Weapon: stay at home mother has more time to exercise frugality in shopping/meal planning/budgeting/etc.



Remember, there is a stress level at every economic level


Extremely wealthy families have difficulties because of money as do families with less money


There are careers compatible with part-time...jobs that can be done on the side and compartmentalized for when the mother has time to do work for a little additional income


Think about some of the positions in schools: Nutritionist, Dean of Students, Teacher

These are all roles the mother plays....but why is there perhaps more society-recognized dignity if a person is receiving a salary for it rather than providing these services for her own family members?


We are defined by our careers...(or for us college students, our majors!) and when someone meets you...immediately it's What do you do for a living?

Perhaps we should define ourselves by our relationships....a mother might say, I am a mother of 4 and Bob's wife



Education is never wasted...if a mother gives up a career for the sake of raising her family and staying at home...those skills/knowledge from her education will be useful for her community and family...and there is also a potential for her returning to work later in her life

Do consider, however....that debt from student loans will make it difficult for a young mother to stay at home, especially if she just graduated from graduate school/law school/med school, often obligating her to work to pay that off


Ways of pursuing intellectual growth as a stay-at-home mother:



Having conversations with friends about intellectual topics

ex. book/film clubs


Pursuing studies of topics that interest you or relate to a way you can best help your family

ex. listening to books on tape while cooking, studying ADD if your child is diagnosed with that disorder



Women who choose to stay at home for the sake of their families are under-appreciated and misunderstood in today's society. Please understand that in no way am I trying to undermine women who work and take care of their families. I know this is definitely possible and I know many mothers who do this day after day seamlessly. Instead, I approach this issue from the perspective that women that stay at home are doing it not out of laziness or a desire to become Martha Stewart, but instead because they care to holistically tend to the needs of their husbands and children while keeping order in the household.

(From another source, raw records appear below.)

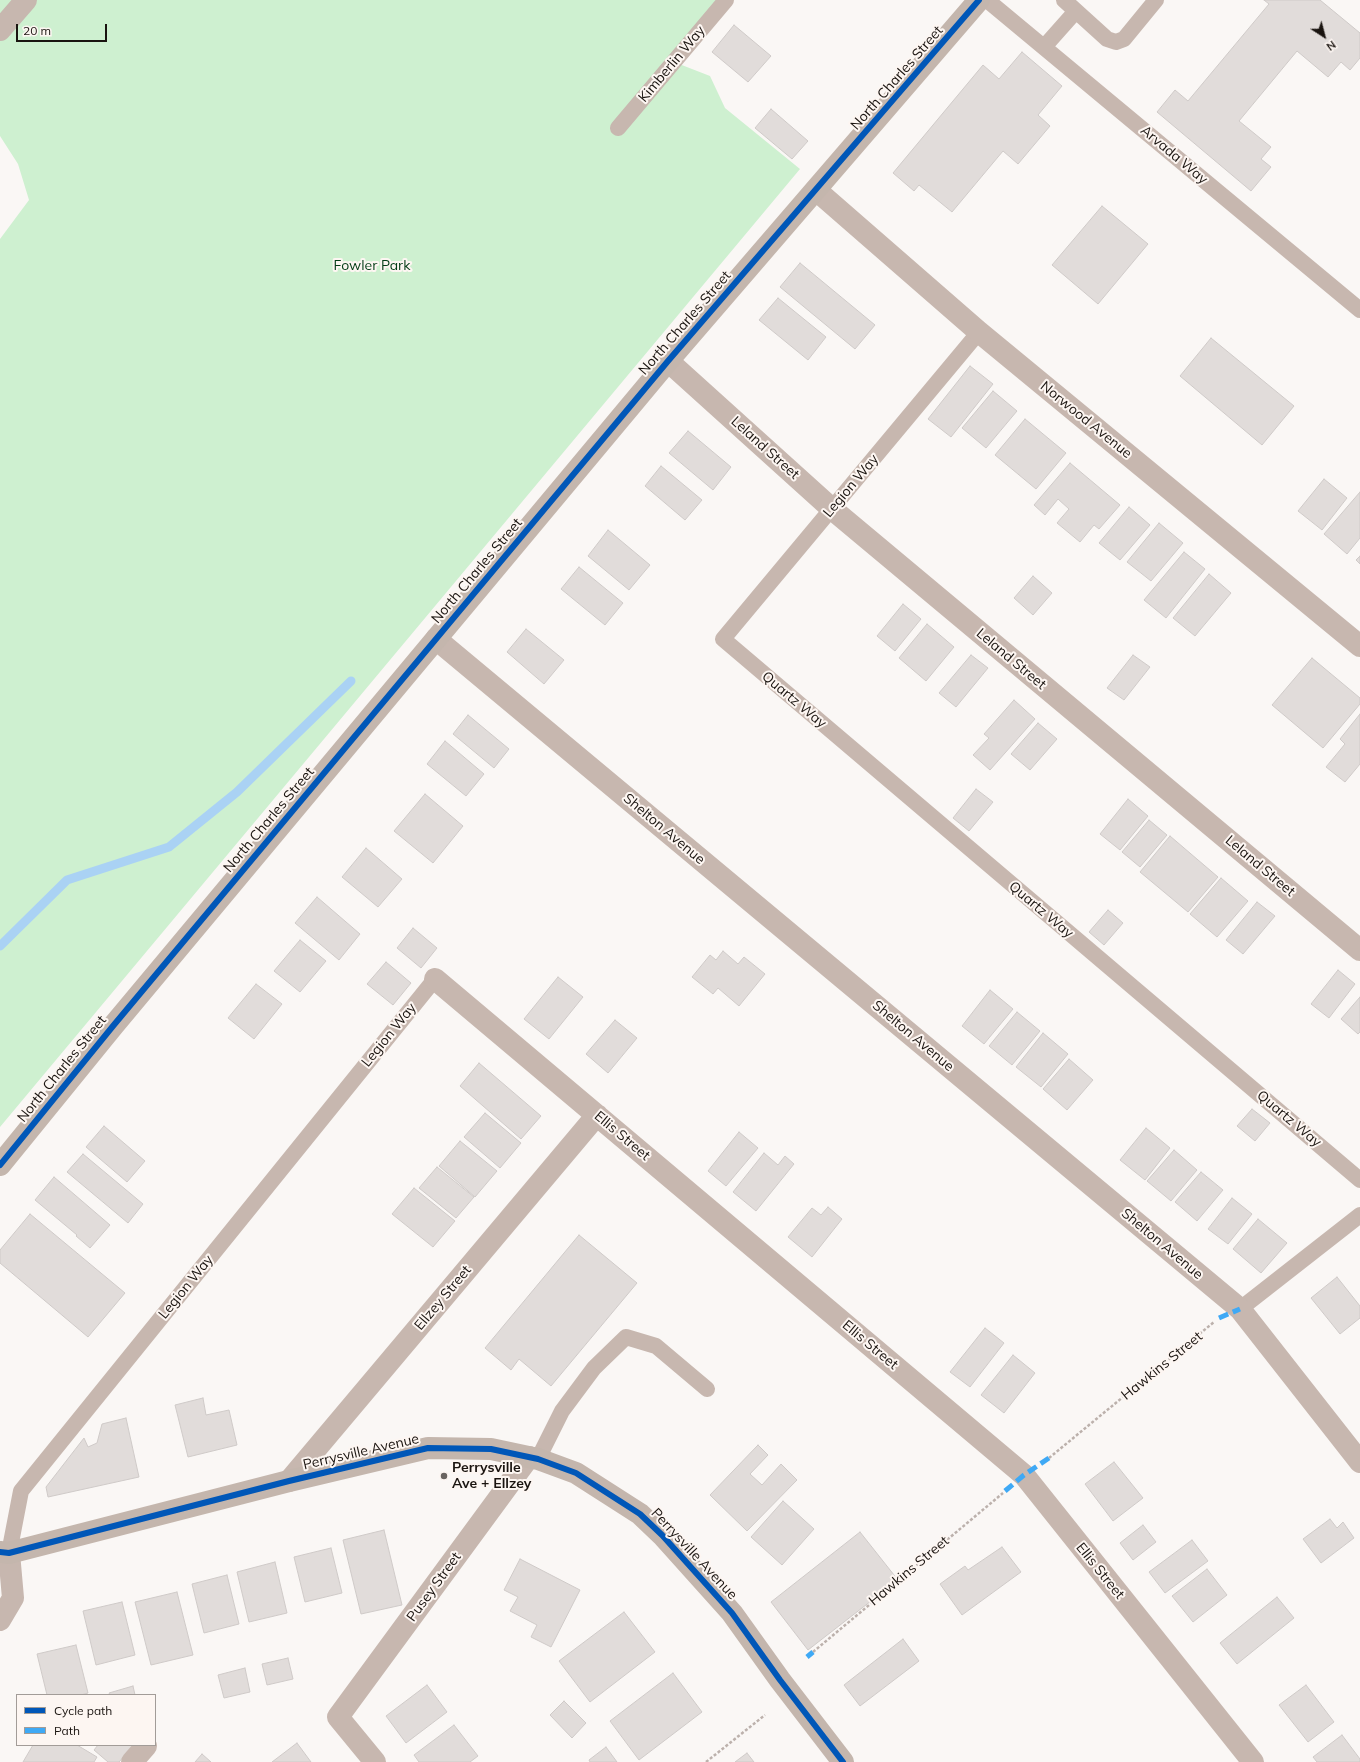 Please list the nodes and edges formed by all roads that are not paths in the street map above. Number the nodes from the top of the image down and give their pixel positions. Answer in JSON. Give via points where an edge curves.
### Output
{"nodes":[{"id":1,"x":26,"y":0,"type":"edge"},
{"id":2,"x":726,"y":0,"type":"edge"},
{"id":3,"x":980,"y":0,"type":"edge"},
{"id":4,"x":987,"y":0,"type":"edge"},
{"id":5,"x":1064,"y":0,"type":"edge"},
{"id":6,"x":1156,"y":0,"type":"edge"},
{"id":7,"x":1076,"y":11,"type":"junction"},
{"id":8,"x":0,"y":30,"type":"edge"},
{"id":9,"x":1044,"y":47,"type":"junction"},
{"id":10,"x":618,"y":128,"type":"dead end"},
{"id":11,"x":816,"y":190,"type":"junction"},
{"id":12,"x":1360,"y":310,"type":"edge"},
{"id":13,"x":979,"y":332,"type":"junction"},
{"id":14,"x":668,"y":361,"type":"junction"},
{"id":15,"x":832,"y":508,"type":"junction"},
{"id":16,"x":436,"y":639,"type":"junction"},
{"id":17,"x":723,"y":640,"type":"joint"},
{"id":18,"x":1360,"y":646,"type":"edge"},
{"id":19,"x":1360,"y":950,"type":"edge"},
{"id":20,"x":435,"y":979,"type":"joint"},
{"id":21,"x":597,"y":1115,"type":"junction"},
{"id":22,"x":0,"y":1165,"type":"edge"},
{"id":23,"x":1360,"y":1180,"type":"edge"},
{"id":24,"x":1360,"y":1215,"type":"edge"},
{"id":25,"x":1240,"y":1309,"type":"junction"},
{"id":26,"x":708,"y":1388,"type":"dead end"},
{"id":27,"x":534,"y":1458,"type":"junction"},
{"id":28,"x":1360,"y":1462,"type":"edge"},
{"id":29,"x":289,"y":1481,"type":"junction"},
{"id":30,"x":5,"y":1552,"type":"edge"},
{"id":31,"x":0,"y":1620,"type":"edge"},
{"id":32,"x":375,"y":1762,"type":"edge"},
{"id":33,"x":843,"y":1762,"type":"edge"},
{"id":34,"x":1253,"y":1762,"type":"edge"}],
"edges":[{"from":1,"to":8,"type":"street"},
{"from":2,"to":10,"type":"lane","name":"Kimberlin Way"},
{"from":3,"to":11,"type":"street","name":"North Charles Street"},
{"from":4,"to":9,"type":"lane","name":"Arvada Way"},
{"from":5,"to":7,"type":"lane"},
{"from":6,"to":7,"type":"lane","via":[[1124,39],[1116,42],[1107,39]]},
{"from":7,"to":9,"type":"lane"},
{"from":9,"to":12,"type":"lane","name":"Arvada Way"},
{"from":11,"to":13,"type":"street","name":"Norwood Avenue"},
{"from":11,"to":14,"type":"street","name":"North Charles Street"},
{"from":13,"to":15,"type":"lane","name":"Legion Way"},
{"from":13,"to":18,"type":"street","name":"Norwood Avenue"},
{"from":14,"to":15,"type":"street","name":"Leland Street"},
{"from":14,"to":16,"type":"street","name":"North Charles Street"},
{"from":15,"to":17,"type":"lane","name":"Legion Way"},
{"from":15,"to":19,"type":"street","name":"Leland Street"},
{"from":16,"to":22,"type":"street","name":"North Charles Street"},
{"from":16,"to":25,"type":"street","name":"Shelton Avenue"},
{"from":17,"to":23,"type":"lane","name":"Quartz Way"},
{"from":20,"to":21,"type":"street","name":"Ellis Street"},
{"from":20,"to":30,"type":"lane","name":"Legion Way","via":[[21,1491]]},
{"from":21,"to":29,"type":"street","name":"Ellzey Street"},
{"from":21,"to":34,"type":"street","name":"Ellis Street","via":[[1024,1475]]},
{"from":24,"to":25,"type":"lane"},
{"from":25,"to":28,"type":"street","name":"Shelton Avenue"},
{"from":26,"to":27,"type":"lane","via":[[656,1346],[626,1337],[594,1368],[566,1405]]},
{"from":27,"to":29,"type":"street","name":"Perrysville Avenue","via":[[491,1449],[428,1448]]},
{"from":27,"to":32,"type":"street","name":"Pusey Street","via":[[338,1716]]},
{"from":27,"to":33,"type":"street","name":"Perrysville Avenue","via":[[576,1472],[640,1514],[662,1535],[732,1613]]},
{"from":29,"to":30,"type":"street","name":"Perrysville Avenue"},
{"from":30,"to":31,"type":"street","name":"Legion Way","via":[[13,1598]]}]} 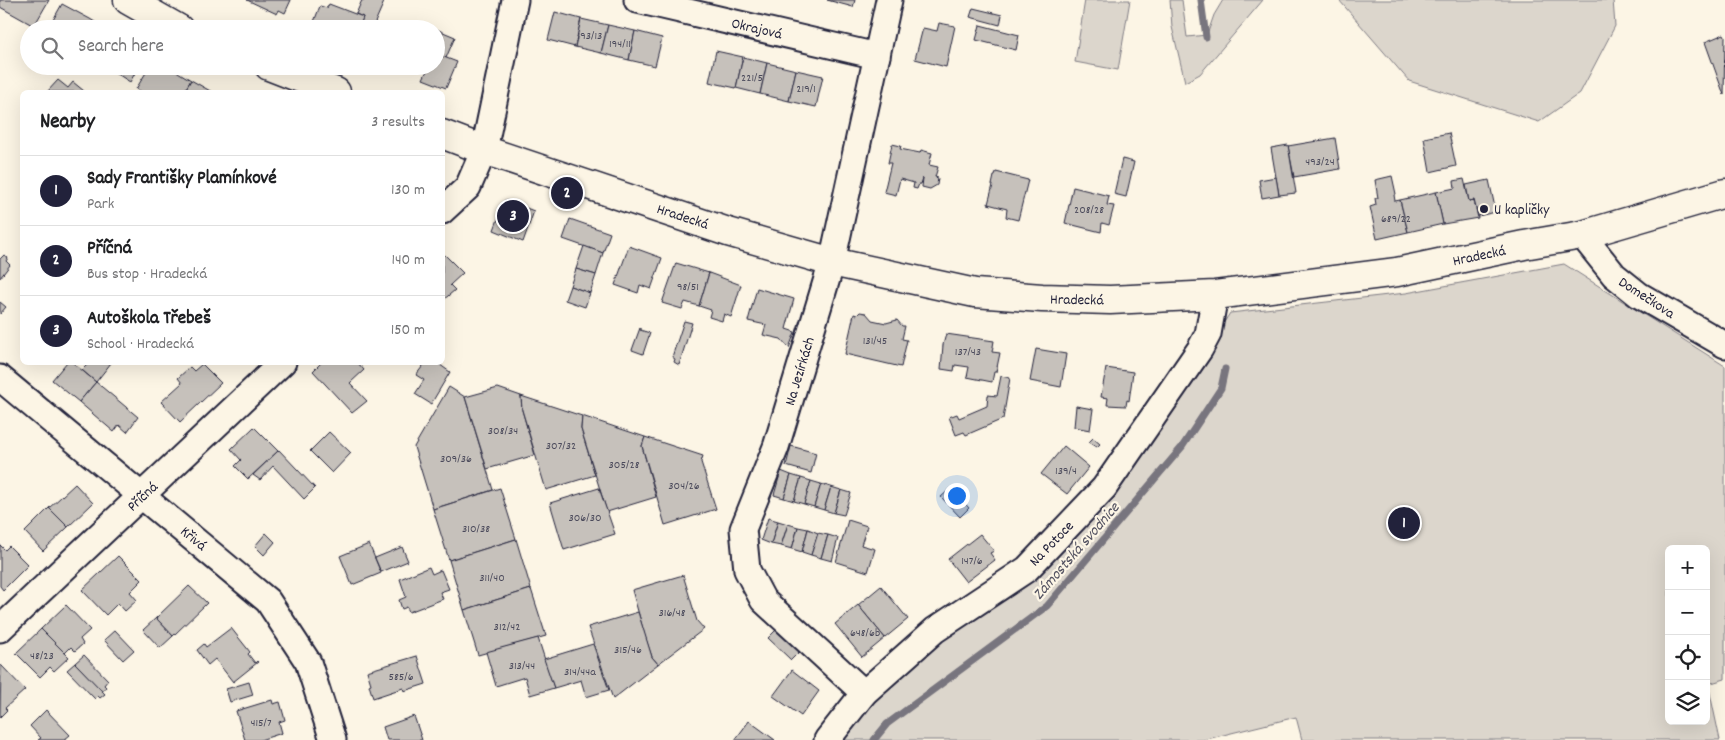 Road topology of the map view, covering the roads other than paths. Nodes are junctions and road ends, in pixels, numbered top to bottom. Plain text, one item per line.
1 (128, 0) edge
2 (515, 0) edge
3 (637, 0) edge
4 (889, 0) edge
5 (163, 20) edge
6 (877, 56) junction
7 (292, 75) edge
8 (331, 90) edge
9 (445, 135) edge
10 (484, 150) junction
11 (1725, 193) edge
12 (445, 208) edge
13 (1582, 235) junction
14 (832, 262) junction
15 (1215, 296) junction
16 (1725, 345) edge
17 (280, 365) edge
18 (0, 378) edge
19 (143, 495) junction
20 (0, 629) edge
21 (864, 693) junction
22 (333, 740) edge
23 (827, 740) edge

1 - 5 street
2 - 10 street
3 - 6 street, Okrajová
4 - 6 street, Na Jezírkách
6 - 14 street, Na Jezírkách
7 - 8 street
9 - 10 street, Hradecká
10 - 12 street
10 - 14 street, Hradecká
11 - 13 street, Hradecká
13 - 15 street, Hradecká
13 - 16 street, Domečkova
14 - 15 street, Hradecká
14 - 21 street, Na Jezírkách
15 - 21 street, Na Potoce
17 - 19 street, Příčná
18 - 19 street, Křivá
19 - 20 street, Příčná
19 - 22 street, Křivá
21 - 23 street, Na Potoce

My own mother stayed at home while my brother and I were young and up until we entered school. Even after that, she only worked part-time. I am extremely grateful to her for this time, because all though I am a little young to remember most of it, I know it was a sacrifice on her part, and she took the time to tend to the small details of our childhood: taking us to museums, praying with us, going on picnics, making us good food, setting up play dates for us with her friends' kids, reading to us, etc. We could have spent our first years of life with baby-sitters and at daycare, but instead we got to spend it with our mother, what a blessing! Even after we began to go to school, she only had a part-time job, with an extremely flexible schedule so she could be there when we got home from school and have done the tasks of running the household. In fact, she didn't get a full time job until I started middle school, and I am the youngest.


In my work at the Children's Museum back home in Indy, I have noticed how well stay-at-home mothers interact with their children, especially those who come on a regular basis during the weekdays for particular preschool programs. Because they are constantly with their children, they become aware of their interests/skills/talents/struggles/habits and can best help them achieve their full potential. I know from my own experience, that while kids don't always tell you what they are feeling all the time....you can often tell from observing their body language and interactions with their friends how they feel and what excites them.


The Catechism says, "In our own time, in a world often alien and even hostile to faith, believing families are of primary importance as centers of living, radiant faith...thus the home is the first school of Christian life and 'a school for human enrichment.' Here one learns endurance and the joy of work, fraternal love, generous--often repeated--forgiveness, and above all divine worship in prayer and the offering of one's life." (Catechism 1655-1656)



Mothers have such a beautiful gift to be able to shape and form the life of each child she has...in all aspects of their lives. Children of all ages can be nurtured appropriately in the truth, and mothers need to be instruments of holiness and set an example of sacrifice in the gift she gives to her husband and children.



Here are my questions for you to respond to...or even just ponder!!



If you are a woman:


What are your concerns that would prevent you from being a stay-at-home mother? Do you see any disadvantages?


Would you feel fulfilled by giving your attention solely to the needs of your family and society as a stay-at-home mother?



If you are a man:

How would you feel if your current/future wife stayed at home? Would you encourage her to do so?


In a society where there is an increasing number of stay-at-home fathers, would you be willing to stay home and raise the kids if your wife wanted to work and pursue her career and it was best in the interest of your family?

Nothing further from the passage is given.